Fourier transform infrared microscopy of calcified turkey leg tendon

Fourier transform infrared microscopy (FT-IRMS) was used to monitor spatial variations in the quality and quantity of the mineral phase in calcified turkey tendon. Spectral maps were generated by analysis of 50 mu m x 50 mu m areas within different regions of the tendon. Spectra of the transitional region, where nonmineralized matrix ends and mineralized matrix begins, revealed marked changes in the spectrally determined mineral-to-matrix ratio, whereas regions deeper into the mineralization front showed a relatively constant ratio. Since spectra of EDTA-demineralized matrix were similar to those of nonmineralized matrix, the nonmineralized regions of the tendon were used for spectral subtraction. The broad, relatively featureless contour of the mineral nu(1), nu(3) phosphate region (900-1200 cm(-1)) showed only subtle changes at different stages of mineralization. Second derivatives of these spectra were calculated and compared with those of synthetic, poorly crystalline hydroxyapatite (HA). The peak positions seen in second-derivative spectra of the mineral near the transitional region were within +/- 2 cm(-1) of the least mature synthetic HAs whereas spectra of the mineral deeper into the mineralization front were within +/- 2 cm(-1) of the most mature synthetic HAs.

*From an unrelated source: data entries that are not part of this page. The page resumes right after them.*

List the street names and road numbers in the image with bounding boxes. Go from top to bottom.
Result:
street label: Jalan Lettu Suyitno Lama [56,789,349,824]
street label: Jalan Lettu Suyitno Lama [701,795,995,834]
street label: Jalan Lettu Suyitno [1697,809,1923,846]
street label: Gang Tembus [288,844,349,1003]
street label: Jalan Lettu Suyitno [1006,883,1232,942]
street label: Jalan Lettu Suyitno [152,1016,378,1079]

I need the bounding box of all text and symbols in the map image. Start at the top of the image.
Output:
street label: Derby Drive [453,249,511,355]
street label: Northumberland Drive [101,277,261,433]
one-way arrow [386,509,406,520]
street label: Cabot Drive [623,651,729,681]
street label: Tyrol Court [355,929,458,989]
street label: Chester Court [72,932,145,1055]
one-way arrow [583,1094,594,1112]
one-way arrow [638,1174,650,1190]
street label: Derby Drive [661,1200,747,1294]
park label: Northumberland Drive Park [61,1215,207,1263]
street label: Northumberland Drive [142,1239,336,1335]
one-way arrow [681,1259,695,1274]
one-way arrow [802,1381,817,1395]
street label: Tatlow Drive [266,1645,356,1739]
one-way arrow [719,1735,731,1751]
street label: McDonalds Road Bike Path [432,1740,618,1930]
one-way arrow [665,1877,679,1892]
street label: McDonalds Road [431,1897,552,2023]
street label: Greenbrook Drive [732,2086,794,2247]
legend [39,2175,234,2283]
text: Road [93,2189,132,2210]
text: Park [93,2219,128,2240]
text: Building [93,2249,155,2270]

Spectra from cross- and longitudinal sections at equivalent positions in the tendon, and polarized FT-IRMS data were analyzed to determine the effect of mineral orientation on the parameters used to characterize the mineral. Spectra of cross- and longitudinal sections of the tendon showed no major differences in either the nu(1), nu(3) phosphate region or the amide I, II, or III components (1200-1800 cm(-1)). However, polarized FT-IR spectra revealed dramatic differences in both of these regions. Despite these differences, second-derivative analysis of the nu(1), nu(3) regions revealed no significant changes in the positions of the underlying bands used to characterize the environments of the phosphate ion in poorly crystalline HA. The results of this study demonstrate the power of FT-IRMS to monitor spatial variations of the mineral phase in calcified tissue. Also, the incorporation of polarized radiation provides a method capable of assessing the molecular orientation of the mineral phase relative to the collagen matrix.